Given records:

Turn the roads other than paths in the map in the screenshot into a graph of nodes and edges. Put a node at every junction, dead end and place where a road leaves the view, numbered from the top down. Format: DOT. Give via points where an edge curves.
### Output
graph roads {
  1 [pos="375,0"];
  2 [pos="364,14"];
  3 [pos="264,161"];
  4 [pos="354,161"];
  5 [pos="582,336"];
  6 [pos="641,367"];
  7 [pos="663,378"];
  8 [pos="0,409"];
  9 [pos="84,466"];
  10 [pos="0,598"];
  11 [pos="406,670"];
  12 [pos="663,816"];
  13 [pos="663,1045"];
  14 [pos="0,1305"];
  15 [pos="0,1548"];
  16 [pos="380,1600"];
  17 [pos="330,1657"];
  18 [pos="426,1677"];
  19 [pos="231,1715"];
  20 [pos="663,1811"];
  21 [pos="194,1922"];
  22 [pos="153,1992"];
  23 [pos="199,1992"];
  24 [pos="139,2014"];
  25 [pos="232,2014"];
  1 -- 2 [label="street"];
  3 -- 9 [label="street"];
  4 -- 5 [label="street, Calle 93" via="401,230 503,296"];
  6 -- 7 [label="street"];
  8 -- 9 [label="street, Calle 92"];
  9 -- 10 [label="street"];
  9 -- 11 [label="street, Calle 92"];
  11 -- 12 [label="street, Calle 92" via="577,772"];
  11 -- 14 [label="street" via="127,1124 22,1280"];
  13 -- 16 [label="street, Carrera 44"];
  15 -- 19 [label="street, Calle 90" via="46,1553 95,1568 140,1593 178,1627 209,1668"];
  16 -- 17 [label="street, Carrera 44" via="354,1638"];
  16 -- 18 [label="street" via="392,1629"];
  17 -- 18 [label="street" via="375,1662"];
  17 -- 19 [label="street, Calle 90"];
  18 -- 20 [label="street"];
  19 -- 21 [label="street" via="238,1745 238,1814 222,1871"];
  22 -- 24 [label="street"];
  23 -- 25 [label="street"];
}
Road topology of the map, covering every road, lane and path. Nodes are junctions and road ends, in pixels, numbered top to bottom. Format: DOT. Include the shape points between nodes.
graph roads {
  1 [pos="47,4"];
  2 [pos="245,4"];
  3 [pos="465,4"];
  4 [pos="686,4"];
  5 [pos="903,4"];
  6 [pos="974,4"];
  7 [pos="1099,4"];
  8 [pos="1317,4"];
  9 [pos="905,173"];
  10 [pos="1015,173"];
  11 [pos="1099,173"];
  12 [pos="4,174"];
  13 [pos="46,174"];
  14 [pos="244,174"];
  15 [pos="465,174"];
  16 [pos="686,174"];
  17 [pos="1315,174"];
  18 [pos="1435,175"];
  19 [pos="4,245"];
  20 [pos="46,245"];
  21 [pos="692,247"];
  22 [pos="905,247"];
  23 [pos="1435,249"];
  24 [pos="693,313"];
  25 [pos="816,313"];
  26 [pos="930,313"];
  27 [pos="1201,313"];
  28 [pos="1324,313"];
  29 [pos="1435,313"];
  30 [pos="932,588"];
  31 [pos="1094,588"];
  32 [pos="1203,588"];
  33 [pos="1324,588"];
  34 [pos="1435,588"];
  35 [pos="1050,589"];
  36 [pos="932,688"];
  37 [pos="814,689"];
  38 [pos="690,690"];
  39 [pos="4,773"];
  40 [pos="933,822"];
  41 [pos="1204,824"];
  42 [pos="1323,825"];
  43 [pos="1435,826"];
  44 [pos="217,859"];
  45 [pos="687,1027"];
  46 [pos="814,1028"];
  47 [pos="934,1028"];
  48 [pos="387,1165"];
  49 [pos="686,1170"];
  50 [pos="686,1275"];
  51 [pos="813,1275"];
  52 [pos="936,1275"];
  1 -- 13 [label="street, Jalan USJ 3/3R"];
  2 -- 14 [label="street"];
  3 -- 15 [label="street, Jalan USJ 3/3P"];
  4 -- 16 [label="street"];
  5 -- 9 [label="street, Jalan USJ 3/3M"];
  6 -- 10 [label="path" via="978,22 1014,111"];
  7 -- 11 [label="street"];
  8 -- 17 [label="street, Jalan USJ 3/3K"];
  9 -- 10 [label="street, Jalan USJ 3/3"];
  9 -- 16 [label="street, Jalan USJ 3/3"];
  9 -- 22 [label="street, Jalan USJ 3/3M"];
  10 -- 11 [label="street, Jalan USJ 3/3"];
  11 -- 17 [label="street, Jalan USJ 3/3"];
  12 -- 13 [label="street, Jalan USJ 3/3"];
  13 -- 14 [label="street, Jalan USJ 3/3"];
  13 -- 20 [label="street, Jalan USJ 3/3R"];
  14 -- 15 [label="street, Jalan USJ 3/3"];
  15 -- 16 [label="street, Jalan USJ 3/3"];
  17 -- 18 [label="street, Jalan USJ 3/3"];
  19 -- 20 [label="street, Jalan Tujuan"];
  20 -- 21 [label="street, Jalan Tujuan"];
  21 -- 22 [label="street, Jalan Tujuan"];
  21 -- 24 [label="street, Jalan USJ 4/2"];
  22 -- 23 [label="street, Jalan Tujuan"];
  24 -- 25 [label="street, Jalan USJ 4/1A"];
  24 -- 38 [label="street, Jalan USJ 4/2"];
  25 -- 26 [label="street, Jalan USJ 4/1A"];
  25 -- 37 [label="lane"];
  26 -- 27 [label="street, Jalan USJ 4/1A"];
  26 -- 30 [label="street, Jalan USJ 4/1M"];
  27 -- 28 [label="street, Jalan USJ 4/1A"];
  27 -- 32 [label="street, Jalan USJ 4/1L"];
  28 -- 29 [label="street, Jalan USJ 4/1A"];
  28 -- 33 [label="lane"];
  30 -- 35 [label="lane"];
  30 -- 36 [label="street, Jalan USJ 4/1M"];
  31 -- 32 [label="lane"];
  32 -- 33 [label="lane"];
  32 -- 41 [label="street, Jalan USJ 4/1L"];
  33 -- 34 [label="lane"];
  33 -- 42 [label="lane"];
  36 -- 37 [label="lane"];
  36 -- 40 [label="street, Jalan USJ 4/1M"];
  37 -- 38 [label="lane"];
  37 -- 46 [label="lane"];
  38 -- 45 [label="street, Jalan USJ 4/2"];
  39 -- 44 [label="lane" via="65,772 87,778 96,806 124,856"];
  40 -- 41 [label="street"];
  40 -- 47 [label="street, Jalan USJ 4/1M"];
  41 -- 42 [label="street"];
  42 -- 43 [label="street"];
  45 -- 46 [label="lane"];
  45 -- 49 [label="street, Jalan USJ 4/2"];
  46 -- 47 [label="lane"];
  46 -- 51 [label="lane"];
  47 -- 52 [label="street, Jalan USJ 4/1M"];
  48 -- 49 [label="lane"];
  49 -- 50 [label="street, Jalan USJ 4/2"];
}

Work request: A copy of each line above that holds the word "Carrera" is the expected answer.

Solution to this exercise:
  13 -- 16 [label="street, Carrera 44"];
  16 -- 17 [label="street, Carrera 44" via="354,1638"];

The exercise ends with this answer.